Start of Provided records

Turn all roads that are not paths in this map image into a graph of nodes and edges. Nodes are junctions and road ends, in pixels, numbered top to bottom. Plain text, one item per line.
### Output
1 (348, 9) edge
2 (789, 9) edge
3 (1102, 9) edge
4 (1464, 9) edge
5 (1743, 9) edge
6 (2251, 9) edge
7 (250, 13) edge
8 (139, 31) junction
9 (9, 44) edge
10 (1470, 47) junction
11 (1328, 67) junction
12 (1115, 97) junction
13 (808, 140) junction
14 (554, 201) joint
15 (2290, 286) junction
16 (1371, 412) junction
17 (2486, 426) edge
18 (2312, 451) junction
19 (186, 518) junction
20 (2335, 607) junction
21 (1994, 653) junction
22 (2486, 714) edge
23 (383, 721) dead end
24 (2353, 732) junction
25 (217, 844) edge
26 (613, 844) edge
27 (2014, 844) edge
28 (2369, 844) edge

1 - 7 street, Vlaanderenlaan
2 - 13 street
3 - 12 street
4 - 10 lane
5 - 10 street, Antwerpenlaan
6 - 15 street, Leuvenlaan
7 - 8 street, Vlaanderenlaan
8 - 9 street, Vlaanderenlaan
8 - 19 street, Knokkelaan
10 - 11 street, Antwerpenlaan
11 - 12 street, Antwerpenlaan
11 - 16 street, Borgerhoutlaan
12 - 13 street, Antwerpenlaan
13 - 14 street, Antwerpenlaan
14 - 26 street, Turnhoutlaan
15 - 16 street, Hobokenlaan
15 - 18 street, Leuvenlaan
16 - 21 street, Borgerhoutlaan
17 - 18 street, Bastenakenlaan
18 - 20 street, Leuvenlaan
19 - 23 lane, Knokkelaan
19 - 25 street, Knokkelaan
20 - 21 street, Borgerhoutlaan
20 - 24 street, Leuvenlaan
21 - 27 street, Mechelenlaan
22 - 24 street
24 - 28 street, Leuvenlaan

End of Provided records

## Aim of the task
The answer must consist of each line from the data that includes the string "Antwerpenlaan".

## Problem solution
5 - 10 street, Antwerpenlaan
10 - 11 street, Antwerpenlaan
11 - 12 street, Antwerpenlaan
12 - 13 street, Antwerpenlaan
13 - 14 street, Antwerpenlaan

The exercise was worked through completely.